1. An apparatus for estimating at least one parameter of interest relating to a fluid, comprising:
a member in the fluid, the member being responsive to an applied energy field, wherein the response includes at least one mode of vibration.
2. The apparatus of claim 1, further comprising:
a sensor configured to generate information representative of a damping of a response of the member.
3. The apparatus of claim 2, wherein the damping is substantially caused by a liquid.
4. The apparatus of claim 2, wherein the sensor is responsive to one of: (i) a mechanical force, (ii) a magnetic flux, (iii) electromagnetic radiation, (iv) differential heating, and (v) electrostatic force.
5. The apparatus of claim 2, further comprising an energy source configured to generate the applied energy field, wherein the information relates to an amount of energy consumed by the generator.
6. The apparatus of claim 1, wherein the at least one mode of vibration includes at least one of: (i) torsional vibration and (ii) lateral vibration.
7. The apparatus of claim 1, further comprising an electromagnet configured to supply the applied energy field.
8. The apparatus of claim 1, further comprising:
a catcher positioned along a flow path of the fluid, the catcher configured to reduce an amount of magnetic particles in the fluid.

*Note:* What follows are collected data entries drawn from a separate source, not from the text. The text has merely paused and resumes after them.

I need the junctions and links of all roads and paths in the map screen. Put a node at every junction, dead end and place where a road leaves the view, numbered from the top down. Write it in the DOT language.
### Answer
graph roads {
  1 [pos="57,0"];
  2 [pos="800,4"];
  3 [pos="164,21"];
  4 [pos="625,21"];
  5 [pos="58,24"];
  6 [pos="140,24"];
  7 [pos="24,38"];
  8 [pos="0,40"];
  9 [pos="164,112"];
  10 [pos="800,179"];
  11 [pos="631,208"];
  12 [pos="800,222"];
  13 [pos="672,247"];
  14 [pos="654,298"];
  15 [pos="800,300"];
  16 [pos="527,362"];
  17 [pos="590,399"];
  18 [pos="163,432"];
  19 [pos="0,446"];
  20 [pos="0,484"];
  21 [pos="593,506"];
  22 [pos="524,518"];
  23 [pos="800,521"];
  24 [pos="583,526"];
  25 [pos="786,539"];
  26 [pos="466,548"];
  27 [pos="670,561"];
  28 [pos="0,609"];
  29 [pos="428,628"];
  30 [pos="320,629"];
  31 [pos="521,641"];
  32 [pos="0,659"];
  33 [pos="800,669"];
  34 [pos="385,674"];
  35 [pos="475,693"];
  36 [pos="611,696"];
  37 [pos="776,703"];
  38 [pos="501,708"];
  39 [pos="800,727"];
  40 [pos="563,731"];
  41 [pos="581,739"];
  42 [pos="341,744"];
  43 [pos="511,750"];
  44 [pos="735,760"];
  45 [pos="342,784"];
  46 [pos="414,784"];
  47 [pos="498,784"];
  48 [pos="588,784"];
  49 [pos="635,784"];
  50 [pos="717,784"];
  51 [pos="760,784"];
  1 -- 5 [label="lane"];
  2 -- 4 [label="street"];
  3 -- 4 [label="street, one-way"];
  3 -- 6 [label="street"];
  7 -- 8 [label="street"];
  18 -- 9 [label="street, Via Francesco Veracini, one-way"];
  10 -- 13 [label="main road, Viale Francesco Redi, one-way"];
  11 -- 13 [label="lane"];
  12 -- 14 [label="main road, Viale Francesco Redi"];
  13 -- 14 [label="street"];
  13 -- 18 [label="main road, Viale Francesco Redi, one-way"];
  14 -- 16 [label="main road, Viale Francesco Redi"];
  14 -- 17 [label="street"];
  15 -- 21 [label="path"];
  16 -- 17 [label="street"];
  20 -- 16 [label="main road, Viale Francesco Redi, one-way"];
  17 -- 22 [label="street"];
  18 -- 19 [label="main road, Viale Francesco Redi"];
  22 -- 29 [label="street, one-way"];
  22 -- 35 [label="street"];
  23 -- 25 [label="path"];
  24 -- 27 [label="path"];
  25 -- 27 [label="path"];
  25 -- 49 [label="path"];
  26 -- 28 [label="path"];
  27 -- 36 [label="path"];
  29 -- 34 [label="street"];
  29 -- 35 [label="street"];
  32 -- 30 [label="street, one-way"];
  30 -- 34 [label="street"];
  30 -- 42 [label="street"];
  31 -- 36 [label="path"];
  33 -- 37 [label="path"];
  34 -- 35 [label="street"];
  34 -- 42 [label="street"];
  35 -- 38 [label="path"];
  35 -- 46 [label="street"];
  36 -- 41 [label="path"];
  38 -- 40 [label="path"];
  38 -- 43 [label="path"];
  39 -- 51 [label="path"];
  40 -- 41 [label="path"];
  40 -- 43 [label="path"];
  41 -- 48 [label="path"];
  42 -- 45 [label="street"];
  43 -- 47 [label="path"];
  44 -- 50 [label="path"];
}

9. The apparatus of claim 1, wherein the member is formed at least in part of a material that generates a magnetic field.
10. The apparatus of claim 9, further comprising:
a sensor configured to generate information representative of the magnetic field generated by the member.
11. The apparatus of claim 9, wherein the applied energy field and the generated magnetic field interact to induce a motion of the member.
12. The apparatus of claim 1, wherein the member is configured to generate eddy currents in response to the applied energy field.
13. The apparatus of claim 1, wherein the member is formed at least in part of at least one of: (i) a piezoelectric material and (ii) a metal.
14. The apparatus of claim 1, further comprising an energy source, wherein the energy source is configured to generate the applied energy field.
15. The apparatus of claim 14, wherein the energy source includes an electric field generator in electrical communication with the member.
16. The apparatus of claim 1, wherein the member is configured to cause shear waves in the fluid in response to the applied energy field.
17. A method for estimating at least one parameter of interest relating to a fluid, comprising:
estimating the at least one parameter of interest using information representative of a damping of at least one mode of vibration of a member in the fluid, the motion being caused by an applied energy field.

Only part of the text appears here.